“Learn to accept the possibility that the universe is helping you with what you are doing.” Julie Cameron, The Artist’s Way
Just when I was wishing I knew somebody familiar with my blog software (WordPress), my son’s First Grade teacher dropped out of the sky to help me. It had been a decade since my eldest had been a student of his, but here Paul was, making a difference in our lives once again.
I don’t pray to a separate, external deity, but I do trust fully that the universe is programmed to help me out as long as I’m listening and doing what I’m supposed to be doing. Today the universe sent me Paul, who is not only a gifted teacher, but also the web master of a fantastic blog, Virginia Wine Time. The two hours we spent at my kitchen table this morning resulted in the new look you see here (more changes are sure to come down the road).
The universe also helped me out today by bumping the temperatures up to 104 degrees. I had a vision for my book cover and blog header that required a pretty wide patch of sand, a rake, and a soccer ball. Since I hadn’t come up with the idea yet when we were at the beach a few weeks ago, I needed a sandbox. And I needed it to be empty, since I would be raking designs in the sand. (I ignored my younger son’s admonition to “Just Photoshop it, Mom!”)
I headed to the park we frequented when the boys were tiny. My hunch was right — the steamy playground was empty save for one mother talking on her cell phone while her son scooted around in an overheated Playschool car. The sandbox was empty.
Not surprisingly, the mother kept her son at a distance from me as I raked my sand designs to set up the photo for the new blog header. “Lunatic” must have crossed the minds of more than one driver when they passed me, sweat dripping down my temples and soaking through my t-shirt.

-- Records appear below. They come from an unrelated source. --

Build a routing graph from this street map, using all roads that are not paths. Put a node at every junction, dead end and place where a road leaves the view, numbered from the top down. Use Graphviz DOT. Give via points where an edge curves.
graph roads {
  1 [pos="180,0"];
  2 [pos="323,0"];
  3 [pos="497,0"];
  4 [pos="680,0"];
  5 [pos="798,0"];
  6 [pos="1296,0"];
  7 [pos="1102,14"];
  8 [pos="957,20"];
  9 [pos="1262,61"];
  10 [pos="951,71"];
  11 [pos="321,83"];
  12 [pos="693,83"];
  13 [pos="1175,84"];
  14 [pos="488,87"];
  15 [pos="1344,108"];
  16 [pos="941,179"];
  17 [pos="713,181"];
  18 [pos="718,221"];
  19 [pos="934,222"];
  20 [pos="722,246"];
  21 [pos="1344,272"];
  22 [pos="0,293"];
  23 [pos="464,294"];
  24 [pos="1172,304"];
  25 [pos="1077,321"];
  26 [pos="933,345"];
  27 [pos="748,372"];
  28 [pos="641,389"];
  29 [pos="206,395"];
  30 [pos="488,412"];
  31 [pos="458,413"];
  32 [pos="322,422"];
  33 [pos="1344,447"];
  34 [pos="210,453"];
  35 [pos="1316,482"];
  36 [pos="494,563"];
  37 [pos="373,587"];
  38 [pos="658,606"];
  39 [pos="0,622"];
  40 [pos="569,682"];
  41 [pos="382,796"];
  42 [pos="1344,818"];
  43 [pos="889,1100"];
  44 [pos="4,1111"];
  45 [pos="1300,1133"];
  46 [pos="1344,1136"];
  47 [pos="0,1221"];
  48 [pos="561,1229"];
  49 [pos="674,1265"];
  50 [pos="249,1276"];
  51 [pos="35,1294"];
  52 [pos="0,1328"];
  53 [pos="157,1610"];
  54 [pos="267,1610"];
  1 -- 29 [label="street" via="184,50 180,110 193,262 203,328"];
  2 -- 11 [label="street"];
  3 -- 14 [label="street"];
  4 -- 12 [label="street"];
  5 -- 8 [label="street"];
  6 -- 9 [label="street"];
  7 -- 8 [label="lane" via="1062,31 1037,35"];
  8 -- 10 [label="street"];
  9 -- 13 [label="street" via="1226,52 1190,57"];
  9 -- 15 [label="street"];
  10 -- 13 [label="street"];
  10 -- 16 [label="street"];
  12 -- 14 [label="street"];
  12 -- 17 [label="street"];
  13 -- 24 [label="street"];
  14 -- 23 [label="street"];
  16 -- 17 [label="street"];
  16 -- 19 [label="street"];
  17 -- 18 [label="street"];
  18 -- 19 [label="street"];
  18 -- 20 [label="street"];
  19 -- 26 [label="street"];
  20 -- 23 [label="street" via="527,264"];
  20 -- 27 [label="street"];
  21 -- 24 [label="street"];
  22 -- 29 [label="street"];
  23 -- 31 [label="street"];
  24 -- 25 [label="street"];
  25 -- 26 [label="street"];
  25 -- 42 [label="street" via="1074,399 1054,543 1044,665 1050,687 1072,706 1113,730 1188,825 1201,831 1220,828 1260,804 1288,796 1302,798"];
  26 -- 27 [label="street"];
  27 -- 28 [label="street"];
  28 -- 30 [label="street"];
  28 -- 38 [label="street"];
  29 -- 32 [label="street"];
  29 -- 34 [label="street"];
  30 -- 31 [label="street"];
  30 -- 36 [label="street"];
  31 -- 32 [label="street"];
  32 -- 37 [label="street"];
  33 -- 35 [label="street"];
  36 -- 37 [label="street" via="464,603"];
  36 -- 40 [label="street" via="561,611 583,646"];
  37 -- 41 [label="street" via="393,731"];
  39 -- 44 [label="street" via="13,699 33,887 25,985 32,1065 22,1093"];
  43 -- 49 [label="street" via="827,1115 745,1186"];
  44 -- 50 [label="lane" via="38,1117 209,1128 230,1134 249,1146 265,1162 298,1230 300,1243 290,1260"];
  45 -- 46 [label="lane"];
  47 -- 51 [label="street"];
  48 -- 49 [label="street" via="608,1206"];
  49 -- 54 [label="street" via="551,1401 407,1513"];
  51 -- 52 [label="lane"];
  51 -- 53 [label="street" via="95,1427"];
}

Today’s final product is in the blog’s header image. It’s not perfect (I wondered if Buddhist monks had to pick out a lot of twigs and leaves and pieces of bark from their sand gardens). But I’m over perfection, after being a slave to it for so many years. I could have kept sifting through debris and re-raking that sand the rest of the day. But I didn’t. I let go and told myself “good enough,” a new skill I’m still honing.
What do you think of the new look?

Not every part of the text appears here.